____ GIVEN RECORDS
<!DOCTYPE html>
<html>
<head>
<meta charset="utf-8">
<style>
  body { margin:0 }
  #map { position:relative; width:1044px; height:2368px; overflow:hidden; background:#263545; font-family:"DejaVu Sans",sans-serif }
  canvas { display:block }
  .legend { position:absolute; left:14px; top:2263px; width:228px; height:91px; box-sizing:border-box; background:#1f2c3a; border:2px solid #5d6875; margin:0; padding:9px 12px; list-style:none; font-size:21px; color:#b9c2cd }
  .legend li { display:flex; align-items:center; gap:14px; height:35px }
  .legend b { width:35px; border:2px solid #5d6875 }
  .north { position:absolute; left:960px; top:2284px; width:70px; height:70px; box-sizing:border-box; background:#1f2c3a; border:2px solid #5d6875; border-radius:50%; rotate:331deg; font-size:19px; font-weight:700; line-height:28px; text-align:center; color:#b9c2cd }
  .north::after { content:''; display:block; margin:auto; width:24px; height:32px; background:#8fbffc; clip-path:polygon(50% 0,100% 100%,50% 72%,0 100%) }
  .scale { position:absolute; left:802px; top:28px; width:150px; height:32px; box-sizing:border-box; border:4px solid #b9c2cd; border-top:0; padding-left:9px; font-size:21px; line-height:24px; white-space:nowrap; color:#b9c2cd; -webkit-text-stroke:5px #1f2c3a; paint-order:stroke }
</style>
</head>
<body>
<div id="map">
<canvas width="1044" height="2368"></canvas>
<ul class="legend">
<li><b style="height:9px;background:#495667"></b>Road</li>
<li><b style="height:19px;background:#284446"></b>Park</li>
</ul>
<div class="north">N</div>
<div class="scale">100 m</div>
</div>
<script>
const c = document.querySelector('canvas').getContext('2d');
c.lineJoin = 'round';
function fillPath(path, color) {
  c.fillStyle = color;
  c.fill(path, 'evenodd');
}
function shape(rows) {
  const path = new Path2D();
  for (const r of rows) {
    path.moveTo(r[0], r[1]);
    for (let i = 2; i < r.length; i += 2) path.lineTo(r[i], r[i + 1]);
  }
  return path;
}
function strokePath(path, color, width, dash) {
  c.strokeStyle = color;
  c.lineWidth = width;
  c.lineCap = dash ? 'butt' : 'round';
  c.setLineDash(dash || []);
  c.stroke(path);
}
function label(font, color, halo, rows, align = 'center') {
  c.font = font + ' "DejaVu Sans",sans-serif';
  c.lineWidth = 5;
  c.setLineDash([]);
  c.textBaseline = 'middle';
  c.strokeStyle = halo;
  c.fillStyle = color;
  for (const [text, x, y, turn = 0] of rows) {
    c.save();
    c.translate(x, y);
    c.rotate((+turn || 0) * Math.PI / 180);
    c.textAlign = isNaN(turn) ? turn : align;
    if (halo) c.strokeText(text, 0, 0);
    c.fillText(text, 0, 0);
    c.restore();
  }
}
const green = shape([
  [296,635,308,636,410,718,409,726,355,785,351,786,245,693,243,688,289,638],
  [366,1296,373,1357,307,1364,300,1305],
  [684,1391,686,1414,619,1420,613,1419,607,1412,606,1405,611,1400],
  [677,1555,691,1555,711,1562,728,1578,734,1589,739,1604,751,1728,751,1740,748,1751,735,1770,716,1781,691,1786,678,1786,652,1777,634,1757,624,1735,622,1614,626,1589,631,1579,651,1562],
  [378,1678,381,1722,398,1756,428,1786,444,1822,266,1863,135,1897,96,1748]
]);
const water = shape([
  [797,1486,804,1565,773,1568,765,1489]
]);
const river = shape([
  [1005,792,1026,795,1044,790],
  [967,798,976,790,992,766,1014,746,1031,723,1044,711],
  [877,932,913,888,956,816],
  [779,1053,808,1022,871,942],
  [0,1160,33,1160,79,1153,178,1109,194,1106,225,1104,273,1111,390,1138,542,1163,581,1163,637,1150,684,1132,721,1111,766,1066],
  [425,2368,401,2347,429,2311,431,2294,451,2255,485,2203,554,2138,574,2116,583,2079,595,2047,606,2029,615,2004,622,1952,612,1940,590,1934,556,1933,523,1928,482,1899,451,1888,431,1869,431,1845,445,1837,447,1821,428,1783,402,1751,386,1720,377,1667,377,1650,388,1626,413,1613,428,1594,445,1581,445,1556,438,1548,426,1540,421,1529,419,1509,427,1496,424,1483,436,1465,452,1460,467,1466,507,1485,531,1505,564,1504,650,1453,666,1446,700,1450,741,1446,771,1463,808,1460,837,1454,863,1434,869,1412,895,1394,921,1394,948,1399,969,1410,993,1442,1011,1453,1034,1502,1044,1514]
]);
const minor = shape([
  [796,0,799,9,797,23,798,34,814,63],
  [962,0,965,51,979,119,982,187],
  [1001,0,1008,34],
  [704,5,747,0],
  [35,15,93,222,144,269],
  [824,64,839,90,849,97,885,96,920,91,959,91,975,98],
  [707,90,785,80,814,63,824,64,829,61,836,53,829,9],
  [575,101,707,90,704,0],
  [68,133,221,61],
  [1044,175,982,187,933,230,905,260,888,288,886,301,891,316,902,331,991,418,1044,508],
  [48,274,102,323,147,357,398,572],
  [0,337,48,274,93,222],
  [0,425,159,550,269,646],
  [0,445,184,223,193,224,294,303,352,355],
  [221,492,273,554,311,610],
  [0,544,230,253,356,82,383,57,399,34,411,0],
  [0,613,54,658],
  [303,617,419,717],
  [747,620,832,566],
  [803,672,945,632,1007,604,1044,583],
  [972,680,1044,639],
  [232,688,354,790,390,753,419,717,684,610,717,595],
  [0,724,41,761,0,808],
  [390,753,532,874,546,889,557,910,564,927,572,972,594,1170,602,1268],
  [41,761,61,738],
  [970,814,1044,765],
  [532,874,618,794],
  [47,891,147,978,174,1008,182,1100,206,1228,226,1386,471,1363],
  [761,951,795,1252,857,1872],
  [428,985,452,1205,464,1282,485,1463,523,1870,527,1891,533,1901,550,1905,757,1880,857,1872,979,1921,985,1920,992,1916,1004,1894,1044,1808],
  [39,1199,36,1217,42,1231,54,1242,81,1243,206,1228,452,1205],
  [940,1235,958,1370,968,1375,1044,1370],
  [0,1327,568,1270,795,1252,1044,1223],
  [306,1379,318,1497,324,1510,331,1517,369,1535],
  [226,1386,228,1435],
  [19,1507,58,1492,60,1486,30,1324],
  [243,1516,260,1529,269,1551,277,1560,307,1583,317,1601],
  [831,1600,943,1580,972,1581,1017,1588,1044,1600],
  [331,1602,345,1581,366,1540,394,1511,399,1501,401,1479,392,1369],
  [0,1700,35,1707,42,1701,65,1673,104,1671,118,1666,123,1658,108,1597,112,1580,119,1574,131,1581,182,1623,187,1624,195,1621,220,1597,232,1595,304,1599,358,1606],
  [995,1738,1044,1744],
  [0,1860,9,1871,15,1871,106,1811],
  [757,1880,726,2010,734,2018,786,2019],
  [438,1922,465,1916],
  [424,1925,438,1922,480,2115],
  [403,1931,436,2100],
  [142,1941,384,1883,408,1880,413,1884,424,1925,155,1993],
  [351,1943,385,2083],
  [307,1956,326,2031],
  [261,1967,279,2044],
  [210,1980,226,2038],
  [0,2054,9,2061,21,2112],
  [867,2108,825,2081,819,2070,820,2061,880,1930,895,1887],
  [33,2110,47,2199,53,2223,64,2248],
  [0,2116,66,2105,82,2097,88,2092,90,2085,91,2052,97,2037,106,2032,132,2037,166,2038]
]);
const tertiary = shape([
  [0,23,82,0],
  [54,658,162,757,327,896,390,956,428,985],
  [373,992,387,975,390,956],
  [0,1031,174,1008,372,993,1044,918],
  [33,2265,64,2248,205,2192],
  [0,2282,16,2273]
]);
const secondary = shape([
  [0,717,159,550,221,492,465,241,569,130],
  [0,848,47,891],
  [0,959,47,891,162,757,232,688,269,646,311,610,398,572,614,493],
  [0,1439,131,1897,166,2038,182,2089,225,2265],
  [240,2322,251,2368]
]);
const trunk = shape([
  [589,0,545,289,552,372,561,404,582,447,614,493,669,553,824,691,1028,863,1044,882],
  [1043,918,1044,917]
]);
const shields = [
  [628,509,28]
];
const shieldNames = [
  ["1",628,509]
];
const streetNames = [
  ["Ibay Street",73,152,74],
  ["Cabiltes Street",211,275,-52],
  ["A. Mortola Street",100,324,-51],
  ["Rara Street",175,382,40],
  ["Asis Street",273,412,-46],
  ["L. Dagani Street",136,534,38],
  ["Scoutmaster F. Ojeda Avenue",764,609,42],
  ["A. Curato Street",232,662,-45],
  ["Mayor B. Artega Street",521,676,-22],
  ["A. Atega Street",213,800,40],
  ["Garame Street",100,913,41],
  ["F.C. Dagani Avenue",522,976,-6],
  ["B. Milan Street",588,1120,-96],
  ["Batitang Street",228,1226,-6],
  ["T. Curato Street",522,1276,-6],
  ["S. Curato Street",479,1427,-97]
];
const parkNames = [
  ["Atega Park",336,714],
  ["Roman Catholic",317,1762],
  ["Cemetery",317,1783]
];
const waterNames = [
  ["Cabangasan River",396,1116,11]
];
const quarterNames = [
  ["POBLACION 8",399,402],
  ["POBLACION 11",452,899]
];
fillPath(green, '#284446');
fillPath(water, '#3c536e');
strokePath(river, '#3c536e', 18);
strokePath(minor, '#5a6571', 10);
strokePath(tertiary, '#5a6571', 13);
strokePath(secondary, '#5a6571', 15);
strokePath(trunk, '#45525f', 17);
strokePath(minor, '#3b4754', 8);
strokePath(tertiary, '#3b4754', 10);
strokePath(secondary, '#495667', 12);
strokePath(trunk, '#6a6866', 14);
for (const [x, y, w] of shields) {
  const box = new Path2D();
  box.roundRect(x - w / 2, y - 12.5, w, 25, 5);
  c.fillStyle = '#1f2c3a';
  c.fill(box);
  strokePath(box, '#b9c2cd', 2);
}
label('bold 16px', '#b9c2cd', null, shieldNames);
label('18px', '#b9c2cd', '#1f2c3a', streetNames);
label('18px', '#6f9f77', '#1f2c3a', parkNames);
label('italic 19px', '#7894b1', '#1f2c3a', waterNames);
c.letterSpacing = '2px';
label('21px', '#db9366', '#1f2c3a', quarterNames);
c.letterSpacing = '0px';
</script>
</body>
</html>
________
From the records above, print exactly the lines that run from the line with "function strokePath(path, color, width, dash)" to the line with "c.rotate((+turn || 0) * Math.PI / 180);", inclusive.

function strokePath(path, color, width, dash) {
  c.strokeStyle = color;
  c.lineWidth = width;
  c.lineCap = dash ? 'butt' : 'round';
  c.setLineDash(dash || []);
  c.stroke(path);
}
function label(font, color, halo, rows, align = 'center') {
  c.font = font + ' "DejaVu Sans",sans-serif';
  c.lineWidth = 5;
  c.setLineDash([]);
  c.textBaseline = 'middle';
  c.strokeStyle = halo;
  c.fillStyle = color;
  for (const [text, x, y, turn = 0] of rows) {
    c.save();
    c.translate(x, y);
    c.rotate((+turn || 0) * Math.PI / 180);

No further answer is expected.